*** INPUT RECORDS ***

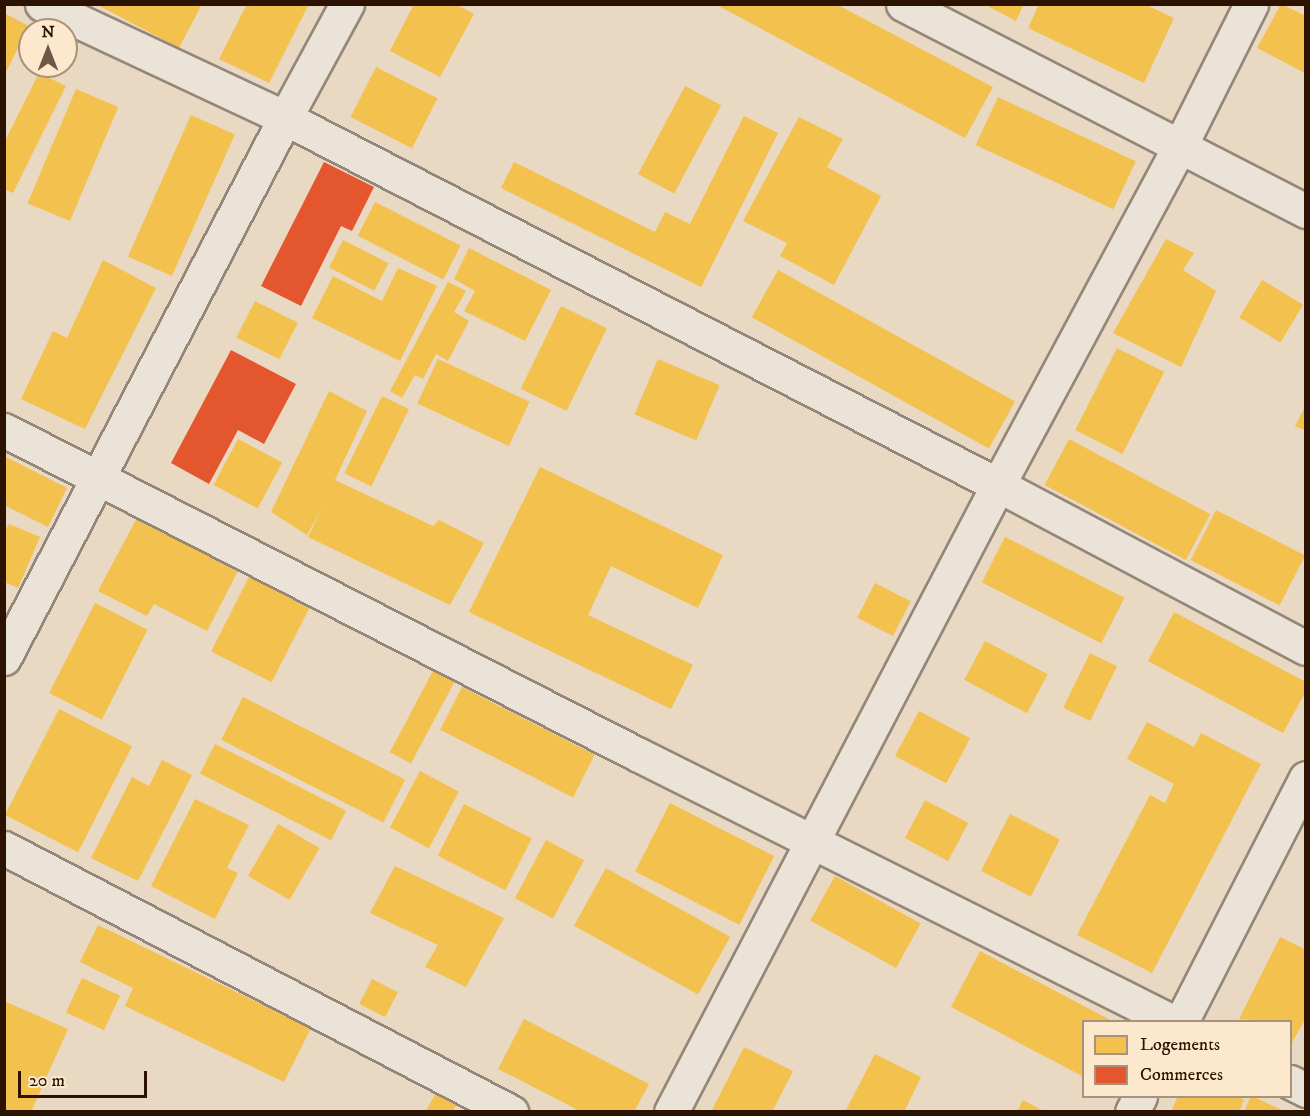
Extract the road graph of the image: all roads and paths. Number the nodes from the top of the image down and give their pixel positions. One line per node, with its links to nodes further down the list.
1 (42, 4): 5 (street)
2 (347, 4): 5 (street)
3 (903, 4): 6 (street)
4 (1251, 4): 6 (street)
5 (285, 118): 9 (street); 10 (street)
6 (1180, 146): 7 (street); 10 (street)
7 (1305, 211)
8 (4, 430): 9 (street)
9 (98, 476): 12 (street); 14 (street)
10 (998, 485): 11 (street); 14 (street)
11 (1305, 648)
12 (4, 658)
13 (1305, 778): 17 (street)
14 (814, 842): 16 (street); 20 (street)
15 (4, 848): 19 (street)
16 (1169, 1020)
17 (1182, 1020)
18 (1139, 1098): 21 (street)
19 (511, 1112)
20 (670, 1112)
21 (1132, 1112)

*** End of INPUT RECORDS ***

WHAT IS BEING ASKED =>
Every record must be duplicated exactly, except for the pictures, which are left out.

RESPONSE =>
Extract the road graph of the image: all roads and paths. Number the nodes from the top of the image down and give their pixel positions. One line per node, with its links to nodes further down the list.
1 (42, 4): 5 (street)
2 (347, 4): 5 (street)
3 (903, 4): 6 (street)
4 (1251, 4): 6 (street)
5 (285, 118): 9 (street); 10 (street)
6 (1180, 146): 7 (street); 10 (street)
7 (1305, 211)
8 (4, 430): 9 (street)
9 (98, 476): 12 (street); 14 (street)
10 (998, 485): 11 (street); 14 (street)
11 (1305, 648)
12 (4, 658)
13 (1305, 778): 17 (street)
14 (814, 842): 16 (street); 20 (street)
15 (4, 848): 19 (street)
16 (1169, 1020)
17 (1182, 1020)
18 (1139, 1098): 21 (street)
19 (511, 1112)
20 (670, 1112)
21 (1132, 1112)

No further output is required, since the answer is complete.